• [Required work] For each record, copy the text exactly and omit any picture it holds.

• [Information given]
────────────────

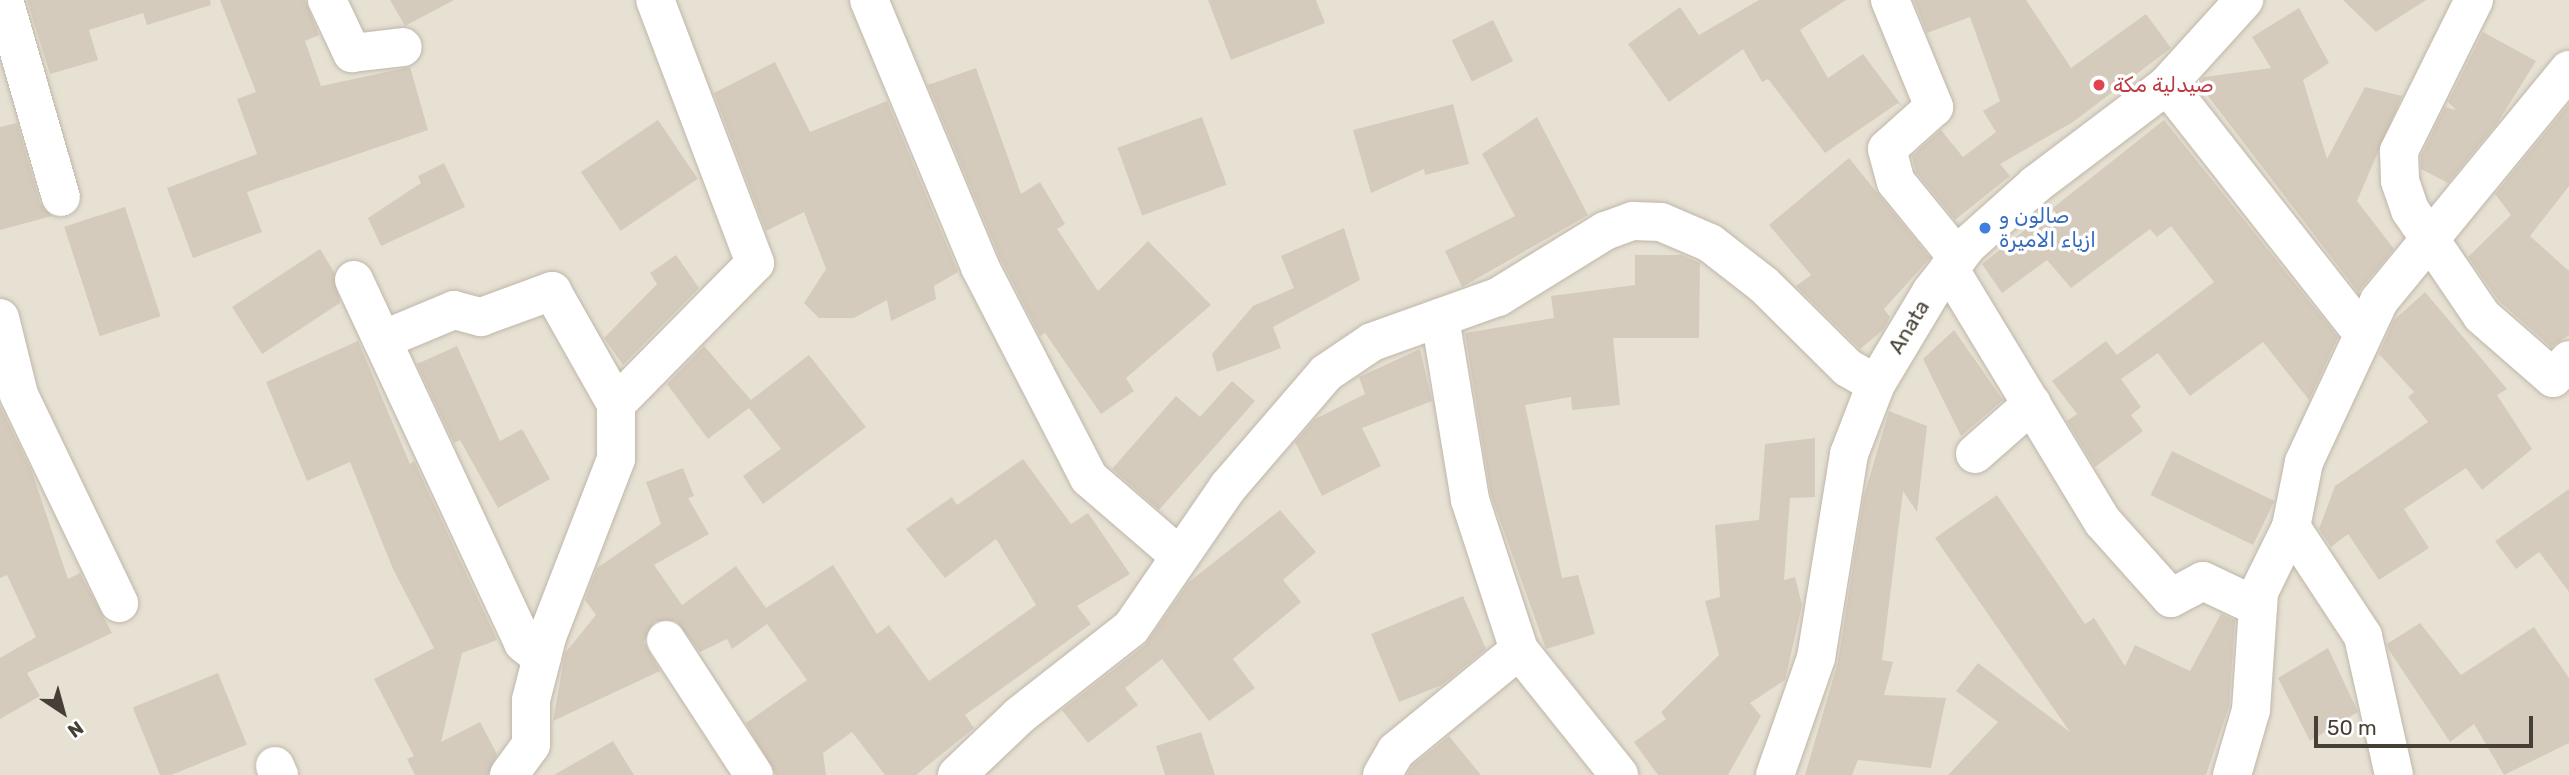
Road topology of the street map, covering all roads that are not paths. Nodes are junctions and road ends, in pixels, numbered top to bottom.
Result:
1 (4, 0) edge
2 (327, 0) edge
3 (655, 0) edge
4 (869, 0) edge
5 (1890, 0) edge
6 (2244, 0) edge
7 (2474, 0) edge
8 (403, 47) dead end
9 (2569, 70) edge
10 (2167, 85) junction
11 (61, 197) dead end
12 (2430, 243) junction
13 (1954, 263) junction
14 (354, 279) dead end
15 (0, 318) edge
16 (1440, 318) junction
17 (2360, 330) junction
18 (382, 340) junction
19 (2564, 376) edge
20 (1876, 384) junction
21 (617, 404) junction
22 (2032, 404) junction
23 (1975, 454) dead end
24 (2291, 527) junction
25 (1177, 554) junction
26 (119, 603) dead end
27 (2258, 607) junction
28 (666, 640) dead end
29 (1519, 650) junction
30 (542, 658) junction
31 (509, 775) edge
32 (754, 775) edge
33 (957, 775) edge
34 (1382, 775) edge
35 (1619, 775) edge
36 (1775, 775) edge
37 (2232, 775) edge
38 (2394, 775) edge

1 - 11 street
2 - 8 street
3 - 21 street
4 - 25 street
5 - 13 street
6 - 10 street, Anata
7 - 12 street
9 - 12 street
10 - 13 street, Anata
10 - 17 street
12 - 17 street
12 - 19 street
13 - 20 street, Anata
13 - 22 street
14 - 18 street
15 - 26 street
16 - 20 street
16 - 25 street
16 - 29 street
17 - 24 street
18 - 21 street
18 - 30 street
20 - 36 street, Anata
21 - 30 street
22 - 23 street
22 - 27 street
24 - 27 street
24 - 38 street
25 - 33 street
27 - 37 street
28 - 32 street
29 - 34 street
29 - 35 street
30 - 31 street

────────────────

• [Written solution]
Road topology of the street map, covering all roads that are not paths. Nodes are junctions and road ends, in pixels, numbered top to bottom.
Result:
1 (4, 0) edge
2 (327, 0) edge
3 (655, 0) edge
4 (869, 0) edge
5 (1890, 0) edge
6 (2244, 0) edge
7 (2474, 0) edge
8 (403, 47) dead end
9 (2569, 70) edge
10 (2167, 85) junction
11 (61, 197) dead end
12 (2430, 243) junction
13 (1954, 263) junction
14 (354, 279) dead end
15 (0, 318) edge
16 (1440, 318) junction
17 (2360, 330) junction
18 (382, 340) junction
19 (2564, 376) edge
20 (1876, 384) junction
21 (617, 404) junction
22 (2032, 404) junction
23 (1975, 454) dead end
24 (2291, 527) junction
25 (1177, 554) junction
26 (119, 603) dead end
27 (2258, 607) junction
28 (666, 640) dead end
29 (1519, 650) junction
30 (542, 658) junction
31 (509, 775) edge
32 (754, 775) edge
33 (957, 775) edge
34 (1382, 775) edge
35 (1619, 775) edge
36 (1775, 775) edge
37 (2232, 775) edge
38 (2394, 775) edge

1 - 11 street
2 - 8 street
3 - 21 street
4 - 25 street
5 - 13 street
6 - 10 street, Anata
7 - 12 street
9 - 12 street
10 - 13 street, Anata
10 - 17 street
12 - 17 street
12 - 19 street
13 - 20 street, Anata
13 - 22 street
14 - 18 street
15 - 26 street
16 - 20 street
16 - 25 street
16 - 29 street
17 - 24 street
18 - 21 street
18 - 30 street
20 - 36 street, Anata
21 - 30 street
22 - 23 street
22 - 27 street
24 - 27 street
24 - 38 street
25 - 33 street
27 - 37 street
28 - 32 street
29 - 34 street
29 - 35 street
30 - 31 street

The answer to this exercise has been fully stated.